Video: The Future of Anti-Money Laundering in Latin America

The AS/COA Anti-Corruption Working Group held a discussion on the challenges to combating money laundering in the region.


  • Diana Salazar, Attorney General of Ecuador 
  • Woo Lee, Deputy Chief of the International Unit at the Money Laundering and Asset Recovery Section in the Criminal Division of the U.S. Department of Justice
  • Mark Califano, Chief Legal Officer and Regional Managing Director of the Americas, Nardello
  • Roberto Simon, Senior Director for Policy and Head of the Anti-Corruption Working Group, AS/COA (Moderator) 
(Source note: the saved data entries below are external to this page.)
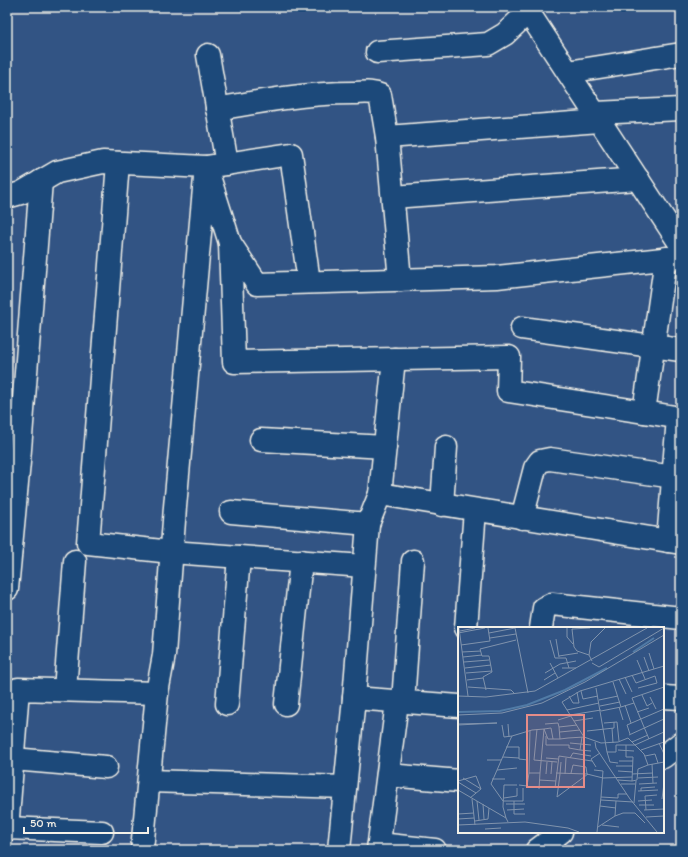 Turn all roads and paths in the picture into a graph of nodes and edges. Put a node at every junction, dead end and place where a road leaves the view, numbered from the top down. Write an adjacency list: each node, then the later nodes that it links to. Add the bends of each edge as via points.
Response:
1 (527, 9): 2 (street, via 505,34 488,44); 5 (street)
2 (377, 52)
3 (681, 54): 5 (street)
4 (208, 55): 6 (street)
5 (568, 72): 8 (street)
6 (217, 109): 9 (street, via 286,97 375,93 380,95); 11 (street)
7 (681, 109): 8 (street)
8 (597, 117): 9 (street); 12 (street)
9 (387, 136): 15 (street)
10 (118, 163): 11 (street); 13 (street, via 103,162 58,172); 39 (street, via 88,543)
11 (217, 166): 16 (street); 19 (street, via 291,154); 39 (street)
12 (638, 178): 15 (street); 17 (street)
13 (41, 181): 14 (street, via 21,193); 29 (street)
14 (7, 196)
15 (393, 197): 18 (street)
16 (230, 243): 19 (street, via 257,284); 23 (street, via 234,362)
17 (676, 253): 18 (street, via 496,277); 21 (street)
18 (400, 280): 19 (street)
19 (309, 282)
20 (522, 328): 21 (street)
21 (653, 346): 22 (street); 24 (street)
22 (681, 350)
23 (394, 359): 24 (street, via 509,357 508,391); 28 (street)
24 (644, 412): 25 (street)
25 (680, 418): 30 (street)
26 (261, 440): 28 (street)
27 (446, 447): 32 (street)
28 (385, 448): 31 (street)
29 (13, 461): 37 (street)
30 (677, 477): 35 (street, via 550,459 540,461 535,468); 38 (street)
31 (380, 494): 32 (street); 36 (street)
32 (442, 505): 33 (street)
33 (475, 510): 35 (street); 47 (street)
34 (231, 512): 36 (street)
35 (522, 518): 38 (street)
36 (368, 524): 44 (street)
37 (10, 535): 45 (street)
38 (674, 542)
39 (172, 552): 40 (street); 51 (street, via 164,655)
40 (239, 557): 41 (street); 56 (street)
41 (301, 561): 44 (street); 57 (street)
42 (413, 561): 55 (street)
43 (75, 562): 50 (street)
44 (364, 566): 53 (street)
45 (7, 589)
46 (681, 618): 48 (street, via 552,604 544,608)
47 (466, 627)
48 (541, 627)
49 (13, 686): 50 (street); 59 (street)
50 (65, 690): 51 (street)
51 (157, 692): 65 (street)
52 (664, 697): 54 (street)
53 (354, 698): 55 (street); 68 (street)
54 (681, 698)
55 (400, 702): 58 (street); 64 (street)
56 (227, 704)
57 (286, 704)
58 (458, 706)
59 (11, 718): 62 (street)
60 (681, 743): 61 (street)
61 (664, 756)
62 (12, 759): 63 (street); 67 (street)
63 (106, 767)
64 (388, 775): 66 (street); 72 (street)
65 (149, 781): 68 (street); 73 (street)
66 (458, 781)
67 (9, 786): 69 (street)
68 (345, 787): 74 (street)
69 (7, 829): 70 (street)
70 (102, 832)
71 (560, 833): 76 (street)
72 (378, 847): 75 (street)
73 (142, 850)
74 (339, 850)
75 (435, 850)
76 (537, 850)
AS/COA's Anti-Corruption Working Group hosted a group of experts to discuss the future of anti-money laundering in Latin America and addressing the impact of this issue on governments and the private sector. Attorney General of Ecuador Diana Salazar spoke about the many investigations into financial crimes involving public- and private-sector figures, pointing to the upcoming trial of former President Rafael Correa. Salazar also expanded on the effects of a 2017 law limiting public officials' participation in fiscal paradises, saying that there are signs money launderers are trying to find new ways to move illicit funds. Woo Lee of the U.S. Department of Justice underlined the difficulties of investigating money laundering, saying "the FBI will compare it to a jigsaw puzzle with pieces and hints of red flags, but not the full picture, and we need assistance from other countries to put pieces together."

The panelists also discussed Venezuela and the challenges in monitoring transaction activity. Mark Califano of Nardello spoke about the difficulty in differentiating between legal and illegal money. With the current political situation in Caracas, he said there is an "unquestionable heightened scrutiny" among authorities when looking at assets coming or going to the South American country. The panelists were asked about technological innovations in money laundering, such as cryptocurrency wires. Califano projcted this technology to advance in the next five to ten years, and cause instability in local banks.